## Instructions for the task
Tally the lines below that hold the string "Panglima", and give only the tally.
*** Input for this task ***
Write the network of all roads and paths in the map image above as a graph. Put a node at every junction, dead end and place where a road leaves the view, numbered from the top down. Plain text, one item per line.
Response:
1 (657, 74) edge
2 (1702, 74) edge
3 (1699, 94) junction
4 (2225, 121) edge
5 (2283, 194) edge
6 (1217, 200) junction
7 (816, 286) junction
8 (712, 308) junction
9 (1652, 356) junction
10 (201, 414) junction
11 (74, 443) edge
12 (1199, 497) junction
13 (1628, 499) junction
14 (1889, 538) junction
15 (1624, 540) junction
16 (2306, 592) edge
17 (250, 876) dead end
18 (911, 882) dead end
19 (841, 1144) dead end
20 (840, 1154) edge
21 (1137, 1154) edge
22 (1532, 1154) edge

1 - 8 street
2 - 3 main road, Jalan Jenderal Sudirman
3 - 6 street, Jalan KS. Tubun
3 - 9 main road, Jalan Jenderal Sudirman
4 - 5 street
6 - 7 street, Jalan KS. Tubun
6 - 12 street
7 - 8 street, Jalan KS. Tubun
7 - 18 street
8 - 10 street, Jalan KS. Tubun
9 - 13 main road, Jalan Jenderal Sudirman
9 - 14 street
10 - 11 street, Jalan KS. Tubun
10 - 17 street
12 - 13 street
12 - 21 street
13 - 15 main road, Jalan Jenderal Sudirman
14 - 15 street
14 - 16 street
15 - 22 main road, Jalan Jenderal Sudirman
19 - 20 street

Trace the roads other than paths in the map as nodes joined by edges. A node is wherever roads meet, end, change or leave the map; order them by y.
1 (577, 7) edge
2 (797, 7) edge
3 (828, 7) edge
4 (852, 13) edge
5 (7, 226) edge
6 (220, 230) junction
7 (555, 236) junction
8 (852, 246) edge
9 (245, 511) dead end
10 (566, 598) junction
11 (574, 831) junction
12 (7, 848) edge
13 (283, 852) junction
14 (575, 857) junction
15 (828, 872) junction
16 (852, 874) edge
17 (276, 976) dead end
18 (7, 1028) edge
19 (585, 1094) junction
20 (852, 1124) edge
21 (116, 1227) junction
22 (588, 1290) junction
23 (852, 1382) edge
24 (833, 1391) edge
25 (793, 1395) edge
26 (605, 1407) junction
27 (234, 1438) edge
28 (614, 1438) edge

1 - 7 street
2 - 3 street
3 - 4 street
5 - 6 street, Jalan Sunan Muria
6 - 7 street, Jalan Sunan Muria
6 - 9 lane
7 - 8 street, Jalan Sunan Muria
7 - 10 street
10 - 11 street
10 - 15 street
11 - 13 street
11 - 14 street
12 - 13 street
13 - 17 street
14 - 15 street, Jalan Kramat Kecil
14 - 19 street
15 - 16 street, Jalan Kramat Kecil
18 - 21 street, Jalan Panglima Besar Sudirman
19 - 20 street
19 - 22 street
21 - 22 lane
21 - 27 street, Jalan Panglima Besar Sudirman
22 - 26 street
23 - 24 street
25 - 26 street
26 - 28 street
*** End of Input for this task ***
## Response to this exercise
2